TASK OBJECTIVE:
Drop the images, then output the listing exactly.

DATA TO USE:

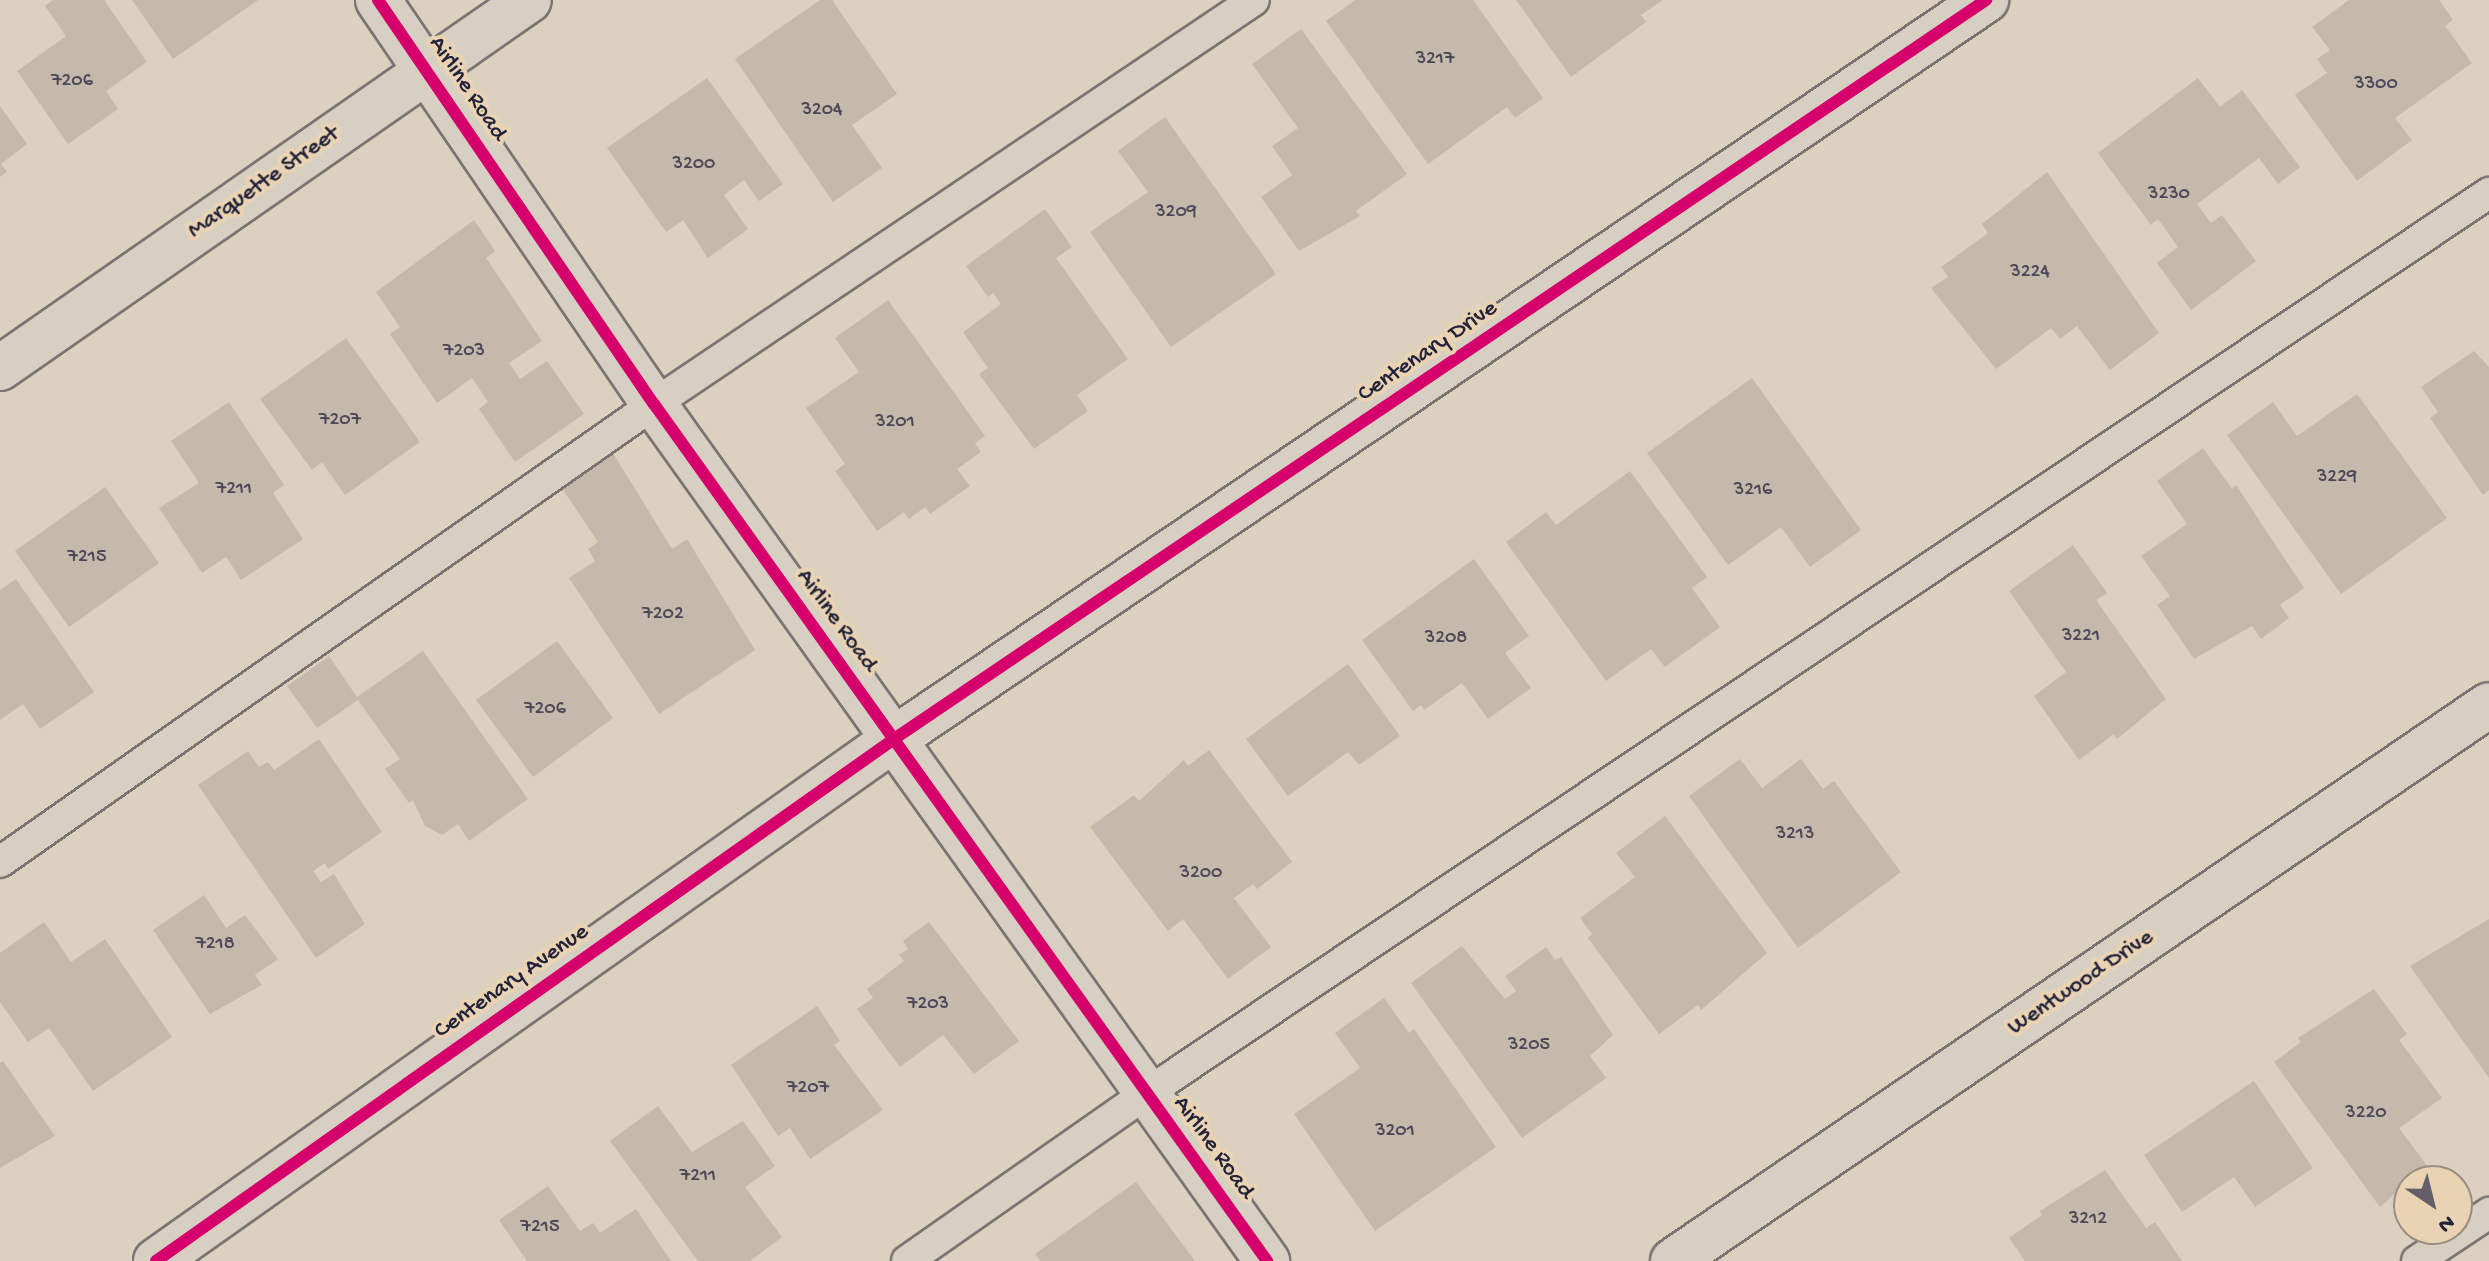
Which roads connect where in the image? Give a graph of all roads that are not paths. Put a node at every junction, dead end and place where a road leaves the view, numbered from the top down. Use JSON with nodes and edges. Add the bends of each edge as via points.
{"nodes":[{"id":1,"x":378,"y":0,"type":"edge"},
{"id":2,"x":529,"y":0,"type":"edge"},
{"id":3,"x":1254,"y":0,"type":"edge"},
{"id":4,"x":1986,"y":0,"type":"edge"},
{"id":5,"x":427,"y":70,"type":"junction"},
{"id":6,"x":2489,"y":193,"type":"edge"},
{"id":7,"x":0,"y":368,"type":"edge"},
{"id":8,"x":654,"y":404,"type":"junction"},
{"id":9,"x":2489,"y":705,"type":"edge"},
{"id":10,"x":894,"y":739,"type":"junction"},
{"id":11,"x":0,"y":862,"type":"edge"},
{"id":12,"x":1147,"y":1093,"type":"junction"},
{"id":13,"x":2489,"y":1213,"type":"edge"},
{"id":14,"x":156,"y":1261,"type":"edge"},
{"id":15,"x":907,"y":1261,"type":"edge"},
{"id":16,"x":1267,"y":1261,"type":"edge"},
{"id":17,"x":1673,"y":1261,"type":"edge"},
{"id":18,"x":2417,"y":1261,"type":"edge"}],
"edges":[{"from":1,"to":5,"type":"street","name":"Airline Road"},
{"from":2,"to":5,"type":"street","name":"Marquette Street"},
{"from":3,"to":8,"type":"lane"},
{"from":4,"to":10,"type":"street","name":"Centenary Drive"},
{"from":5,"to":7,"type":"street","name":"Marquette Street"},
{"from":5,"to":8,"type":"street","name":"Airline Road"},
{"from":6,"to":12,"type":"lane"},
{"from":8,"to":10,"type":"street","name":"Airline Road"},
{"from":8,"to":11,"type":"lane"},
{"from":9,"to":17,"type":"street","name":"Wentwood Drive"},
{"from":10,"to":12,"type":"street","name":"Airline Road"},
{"from":10,"to":14,"type":"street","name":"Centenary Avenue"},
{"from":12,"to":15,"type":"lane"},
{"from":12,"to":16,"type":"street","name":"Airline Road"},
{"from":13,"to":18,"type":"lane"}]}
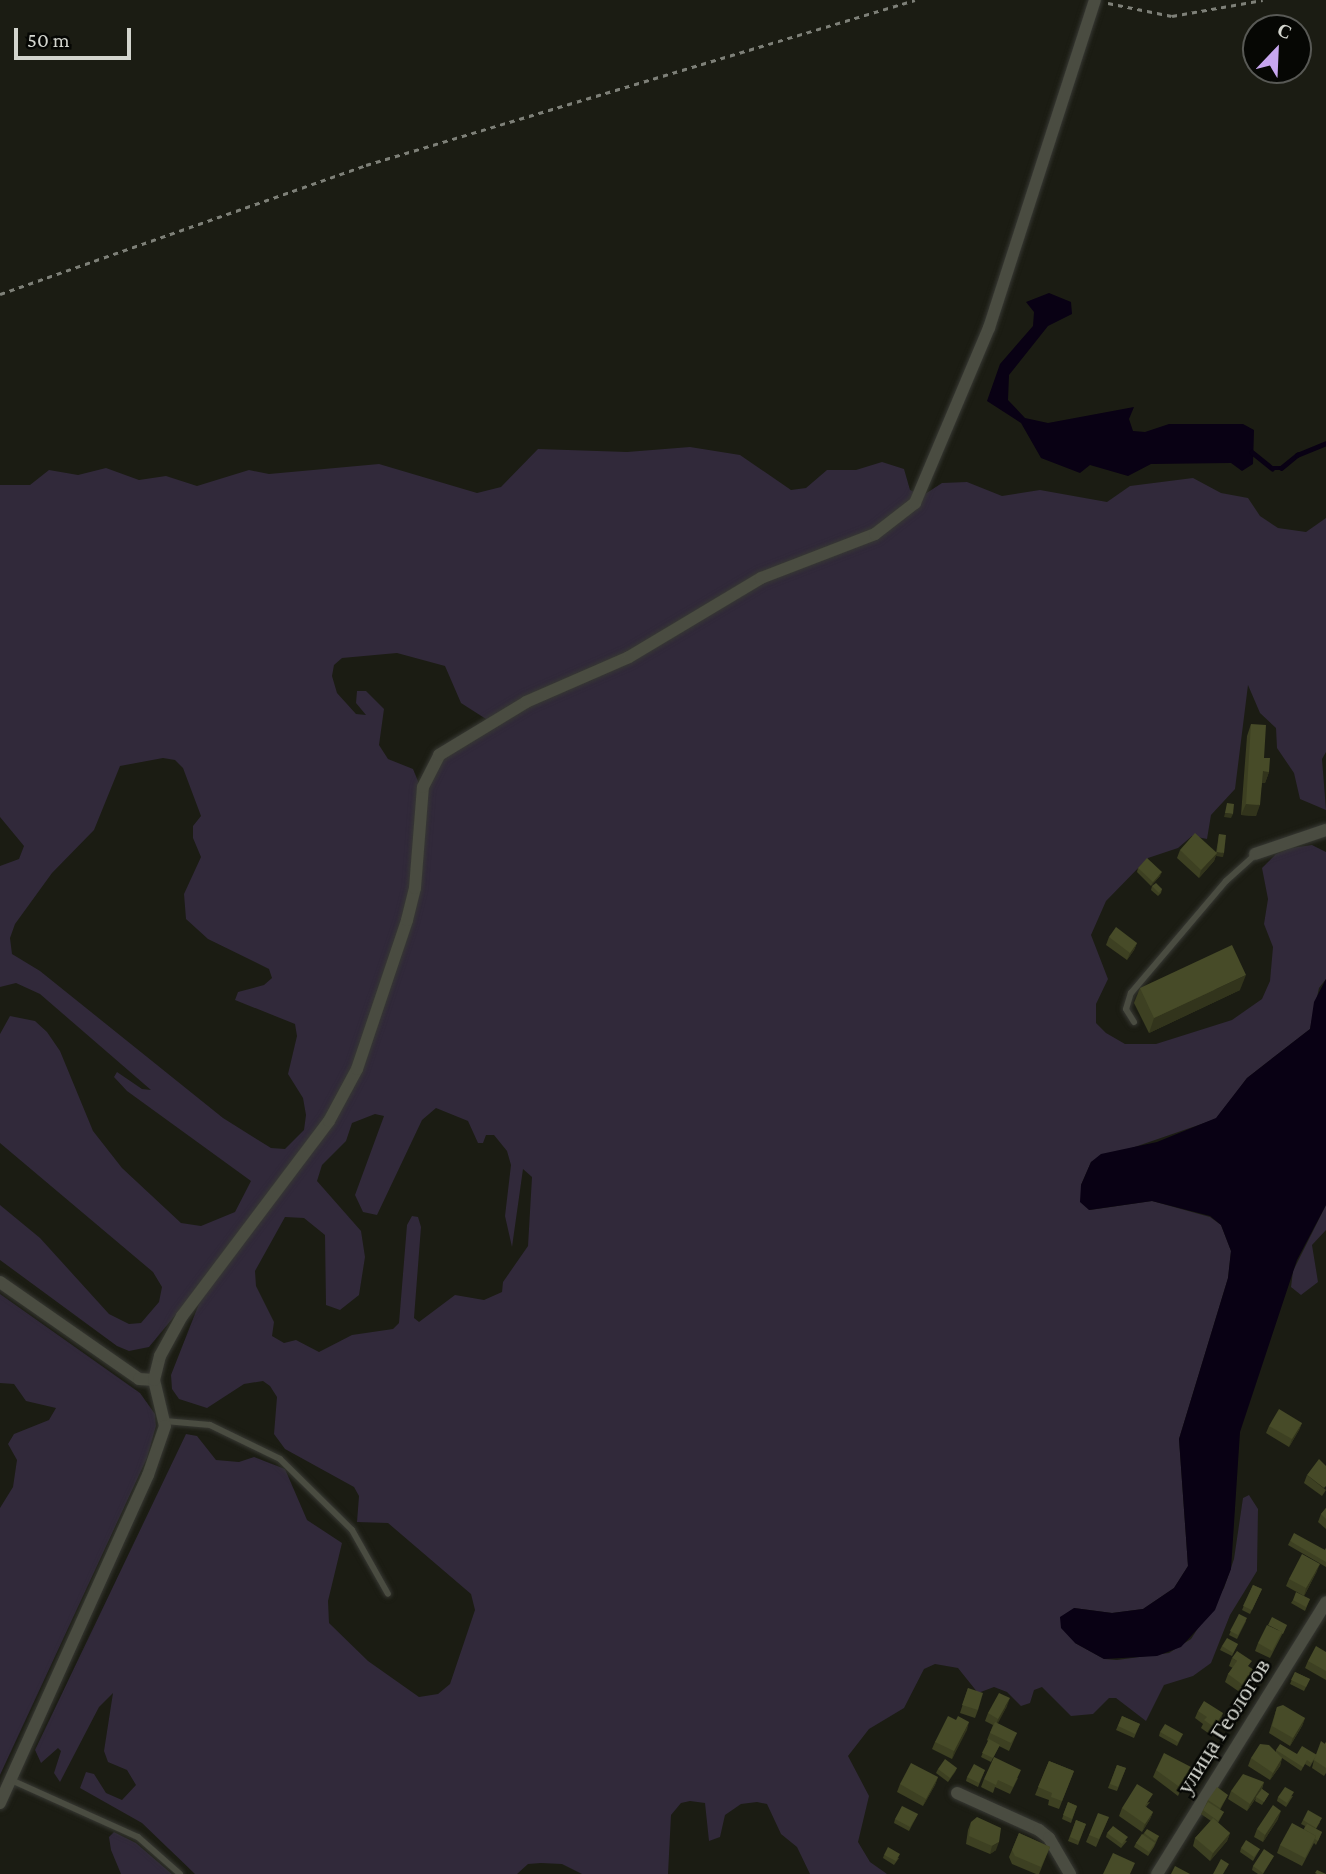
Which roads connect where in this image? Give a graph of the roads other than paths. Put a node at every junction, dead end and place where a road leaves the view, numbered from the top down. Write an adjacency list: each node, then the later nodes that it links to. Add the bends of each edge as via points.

OUTPUT OF THE TASK:
Which roads connect where in the image? Give a graph of all roads that are not paths. Put a node at every junction, dead end and place where a road leaves the view, numbered from the top down. Use JSON with nodes and edges. Add the bends of each edge as via points.
{"nodes":[{"id":1,"x":378,"y":0,"type":"edge"},
{"id":2,"x":529,"y":0,"type":"edge"},
{"id":3,"x":1254,"y":0,"type":"edge"},
{"id":4,"x":1986,"y":0,"type":"edge"},
{"id":5,"x":427,"y":70,"type":"junction"},
{"id":6,"x":2489,"y":193,"type":"edge"},
{"id":7,"x":0,"y":368,"type":"edge"},
{"id":8,"x":654,"y":404,"type":"junction"},
{"id":9,"x":2489,"y":705,"type":"edge"},
{"id":10,"x":894,"y":739,"type":"junction"},
{"id":11,"x":0,"y":862,"type":"edge"},
{"id":12,"x":1147,"y":1093,"type":"junction"},
{"id":13,"x":2489,"y":1213,"type":"edge"},
{"id":14,"x":156,"y":1261,"type":"edge"},
{"id":15,"x":907,"y":1261,"type":"edge"},
{"id":16,"x":1267,"y":1261,"type":"edge"},
{"id":17,"x":1673,"y":1261,"type":"edge"},
{"id":18,"x":2417,"y":1261,"type":"edge"}],
"edges":[{"from":1,"to":5,"type":"street","name":"Airline Road"},
{"from":2,"to":5,"type":"street","name":"Marquette Street"},
{"from":3,"to":8,"type":"lane"},
{"from":4,"to":10,"type":"street","name":"Centenary Drive"},
{"from":5,"to":7,"type":"street","name":"Marquette Street"},
{"from":5,"to":8,"type":"street","name":"Airline Road"},
{"from":6,"to":12,"type":"lane"},
{"from":8,"to":10,"type":"street","name":"Airline Road"},
{"from":8,"to":11,"type":"lane"},
{"from":9,"to":17,"type":"street","name":"Wentwood Drive"},
{"from":10,"to":12,"type":"street","name":"Airline Road"},
{"from":10,"to":14,"type":"street","name":"Centenary Avenue"},
{"from":12,"to":15,"type":"lane"},
{"from":12,"to":16,"type":"street","name":"Airline Road"},
{"from":13,"to":18,"type":"lane"}]}
Which roads connect where in this image? Give a graph of the roads other than paths. Put a node at every junction, dead end and place where a road leaves the view, numbered from the top down. Write an adjacency list: each node, then the later nodes that it links to. Add the bends of each edge as via points.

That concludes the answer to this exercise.